Domin were set the project brief of designing and testing a lightweight, high power density and high torque fixed displacement pump. The specification demanded a highly efficient, low speed (4,000 rpm) and high torque positive displacement pump. Domin were awarded an Innovate UK funded smart project to prove the concept and went back to first principles to optimise the design of a fixed positive displacement pump with the revolutionary manufacturing technique of metal additive manufacturing (AM).

Through the combined use of high end design software, finite element analysis software and computational fluid dynamics Domin were able to design and make a pump with a power density of 23 kW/kg, a torque of 40 Nm and a displacement of 14 cc/rev.

After the Innovate UK project Domin were able to manufacture prototypes of the pump and test them as both a positive displacement pump and motor.

There is a complex set of compromises within a radial piston pump and high radial forces that need to be managed in order to be able to design an efficient pump with a reliable life.
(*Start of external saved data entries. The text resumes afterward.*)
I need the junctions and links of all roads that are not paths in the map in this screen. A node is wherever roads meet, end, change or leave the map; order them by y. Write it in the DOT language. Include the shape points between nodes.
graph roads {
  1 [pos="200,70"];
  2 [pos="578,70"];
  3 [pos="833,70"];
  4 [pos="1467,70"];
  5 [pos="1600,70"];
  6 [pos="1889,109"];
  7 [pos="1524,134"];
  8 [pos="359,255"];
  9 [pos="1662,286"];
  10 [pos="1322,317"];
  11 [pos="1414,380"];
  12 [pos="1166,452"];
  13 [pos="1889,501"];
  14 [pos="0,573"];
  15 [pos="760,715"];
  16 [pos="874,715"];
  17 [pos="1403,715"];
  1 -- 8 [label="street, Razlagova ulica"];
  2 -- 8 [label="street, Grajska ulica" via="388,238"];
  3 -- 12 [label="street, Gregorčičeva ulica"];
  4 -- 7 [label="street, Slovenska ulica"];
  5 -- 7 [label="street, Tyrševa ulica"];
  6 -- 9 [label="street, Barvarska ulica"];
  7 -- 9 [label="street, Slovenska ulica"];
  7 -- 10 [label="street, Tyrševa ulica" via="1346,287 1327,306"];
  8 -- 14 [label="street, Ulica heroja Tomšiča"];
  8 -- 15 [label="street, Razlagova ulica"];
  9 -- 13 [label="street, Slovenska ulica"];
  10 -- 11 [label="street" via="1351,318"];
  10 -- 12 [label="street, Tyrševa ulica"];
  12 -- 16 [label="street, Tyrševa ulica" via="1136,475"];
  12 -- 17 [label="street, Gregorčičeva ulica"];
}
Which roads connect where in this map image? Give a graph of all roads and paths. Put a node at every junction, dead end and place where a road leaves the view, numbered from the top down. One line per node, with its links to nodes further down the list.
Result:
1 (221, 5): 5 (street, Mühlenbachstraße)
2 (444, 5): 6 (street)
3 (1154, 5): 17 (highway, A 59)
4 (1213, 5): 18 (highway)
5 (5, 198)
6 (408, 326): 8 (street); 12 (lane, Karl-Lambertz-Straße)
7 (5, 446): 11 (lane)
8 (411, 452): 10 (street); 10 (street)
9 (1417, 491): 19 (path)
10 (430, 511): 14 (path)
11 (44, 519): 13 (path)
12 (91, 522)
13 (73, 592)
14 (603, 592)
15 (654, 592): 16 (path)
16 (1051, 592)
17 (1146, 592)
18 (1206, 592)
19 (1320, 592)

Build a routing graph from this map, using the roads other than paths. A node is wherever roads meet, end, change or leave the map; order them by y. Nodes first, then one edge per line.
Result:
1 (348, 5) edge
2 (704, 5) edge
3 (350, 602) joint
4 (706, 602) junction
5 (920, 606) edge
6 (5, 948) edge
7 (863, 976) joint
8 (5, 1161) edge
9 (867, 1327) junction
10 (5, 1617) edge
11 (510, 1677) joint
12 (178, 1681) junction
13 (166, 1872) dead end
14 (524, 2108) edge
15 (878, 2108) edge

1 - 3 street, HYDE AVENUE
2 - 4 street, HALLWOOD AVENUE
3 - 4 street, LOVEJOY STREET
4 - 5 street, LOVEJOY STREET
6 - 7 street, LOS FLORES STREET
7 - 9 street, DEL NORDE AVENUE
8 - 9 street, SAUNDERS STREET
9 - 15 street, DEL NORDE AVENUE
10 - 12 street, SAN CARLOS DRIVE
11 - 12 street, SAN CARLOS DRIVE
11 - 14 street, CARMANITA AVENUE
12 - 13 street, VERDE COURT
The most efficient way to do this is to have a pump that is made up of a pintle that is pressure balanced along its length. However, in order to do this the pintle will require a very complex hydraulic commutation that ports the inlet and outlet around the pintle and along its length. During the last century whilst significant work was carried out on the development of radial piston pumps the manufacturing techniques available did not allow for this to be achieved. Metal AM has allowed Domin to approach this problem from first principles and through the innovative application of AM applied the technology to design an efficient and lightweight commutation element of the pump.

This project has proven the innovative application of radial piston pump design through the use of metal additive manufacturing. Domin are continuing the development of this and other positive displacement pumps designed from first principles using metal AM as a key manufacturing and design enabler.